これらはいわゆるITリテラシーの範疇であり、ITエンジニアを目指すのであれば「当たり前」と判断される内容です。「社会人として不適格」と判断されることになるので、とくに気を付けましょう。
独自性がある内容になっているか
ポートフォリオとして公開する作品は、オリジナリティのある独自の内容でなければなりません。
どこかで見たようなコンテンツ、ありきたりの内容で採用担当者の目を引くのは難しく、ライバルとの差別化が難しくなります。
実力が正しく伝わる内容になっているか
ポートフォリオの内容は、あなたの実力が正確に伝わる内容になっていなければなりません。
転職の際に使用するものということで必要以上に背伸びをしてしまうと、実力を過大評価されてしまうことになり、転職後の自分の首を絞めることにもつながります。
未経験者として積極的に学習に取り組み、ゼロから作り上げたという成果を正直にアピールしましょう。
テンプレートをそのまま使っていないか
「ポートフォリオを作りたいけど、作り方が分からないし手間がかかる・・・」と悩んだ結果、フリーのテンプレートなどを利用してポートフォリオを作成するという人もいるでしょう。
テンプレートを使用すること自体は問題ありませんが、テンプレートをそのまま流用した独自性の低いポートフォリオでは、あなたの能力を適切に評価されない可能性があります。

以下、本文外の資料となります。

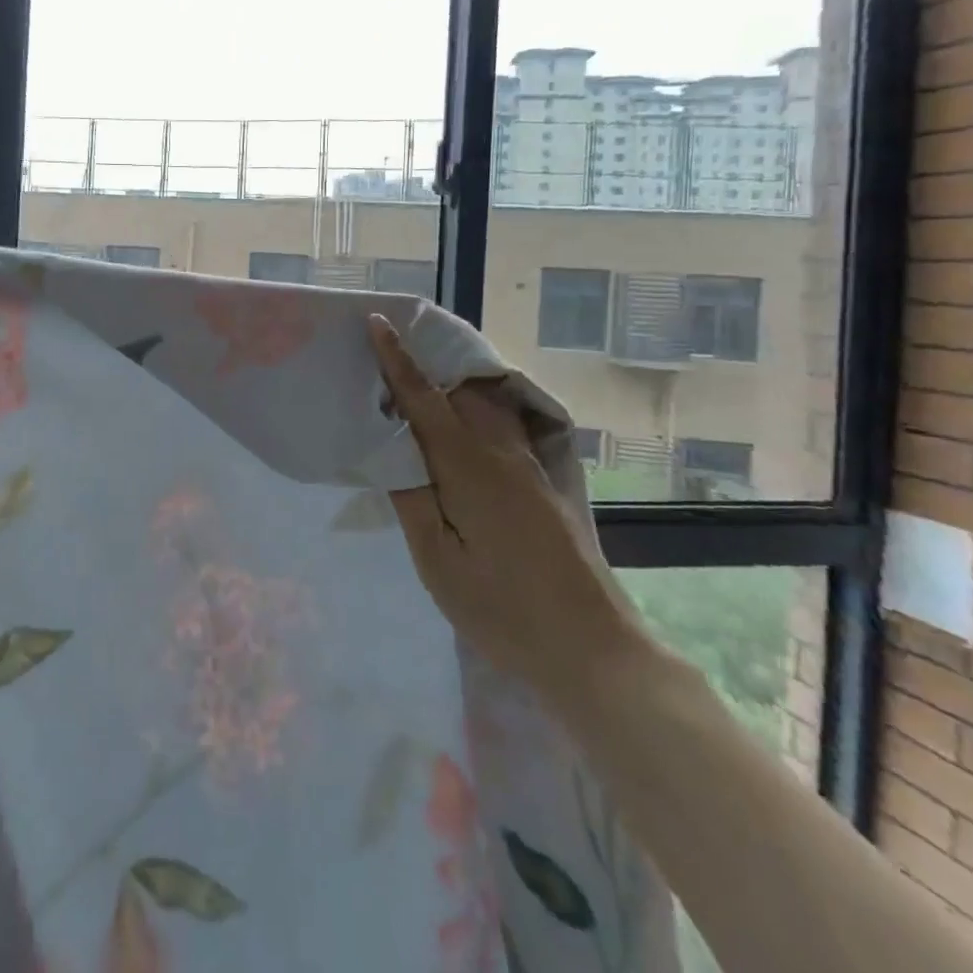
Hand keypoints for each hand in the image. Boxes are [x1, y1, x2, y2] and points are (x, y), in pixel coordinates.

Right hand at [367, 313, 643, 714]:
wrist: (594, 649)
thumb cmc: (503, 608)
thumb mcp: (437, 561)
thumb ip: (410, 496)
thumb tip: (393, 448)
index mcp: (468, 466)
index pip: (423, 398)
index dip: (396, 359)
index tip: (377, 322)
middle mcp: (502, 452)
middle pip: (460, 389)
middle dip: (426, 360)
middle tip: (390, 348)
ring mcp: (530, 466)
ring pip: (486, 404)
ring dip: (452, 383)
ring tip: (421, 379)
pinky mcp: (544, 483)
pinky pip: (503, 426)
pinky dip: (475, 409)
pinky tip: (462, 427)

昨今では未経験エンジニアの採用枠が拡大していることから、採用担当者は数多くのポートフォリオを見て採用を判断しています。目の肥えた採用担当者にとって、テンプレートそのままのポートフォリオでは魅力が低いのです。
テンプレートをベースに作成したとしても、あなた独自のオリジナリティを発揮したポートフォリオに整えて提出することが大切です。
未経験だからこそポートフォリオで差をつける
転職市場で採用担当者の目に留まるのは、即戦力になる人材です。IT人材不足を背景にエンジニア求人数は増加傾向にありますが、異業種からの転職者も急増しているため求人倍率は高い状態で推移しています。
未経験エンジニアには実務経験がないため、履歴書や職務経歴書だけでは書類選考に通過するのも難しいでしょう。そこで強みとなるのが、ポートフォリオです。
ポートフォリオは、ライバルとあなたを差別化し、履歴書や経歴書より雄弁にあなたの実力を語る強力な武器です。ポートフォリオの見せ方ひとつで、採用担当者の心を大きく動かし、転職を成功に導く可能性があります。
またポートフォリオによって、あなたの持つプログラミングスキルはもちろん、ITエンジニアに必要とされる企画力や論理的思考、問題解決能力などもアピールできます。幅広いジャンルの作品を掲載することで、学習意欲やポテンシャルの高さも表現できるでしょう。
未経験でもポートフォリオを活用してエンジニアを目指そう!
実績や経験がない未経験エンジニアであっても、転職活動でポートフォリオを活用することによって、経験者を相手にしても戦えるようになります。あなたのスキルや実力を適切にアピールするため、積極的にポートフォリオを活用しましょう。
ポートフォリオを作成する過程によって学ぶことも多く、あなたのエンジニアとしてのキャリアの第一歩としても役立つはずです。
IT人材不足のなか、企業は即戦力を求めています。ポートフォリオによって「未経験ながら即戦力になりうる」という可能性を提示することで担当者の目を惹き付け、採用を勝ち取りましょう。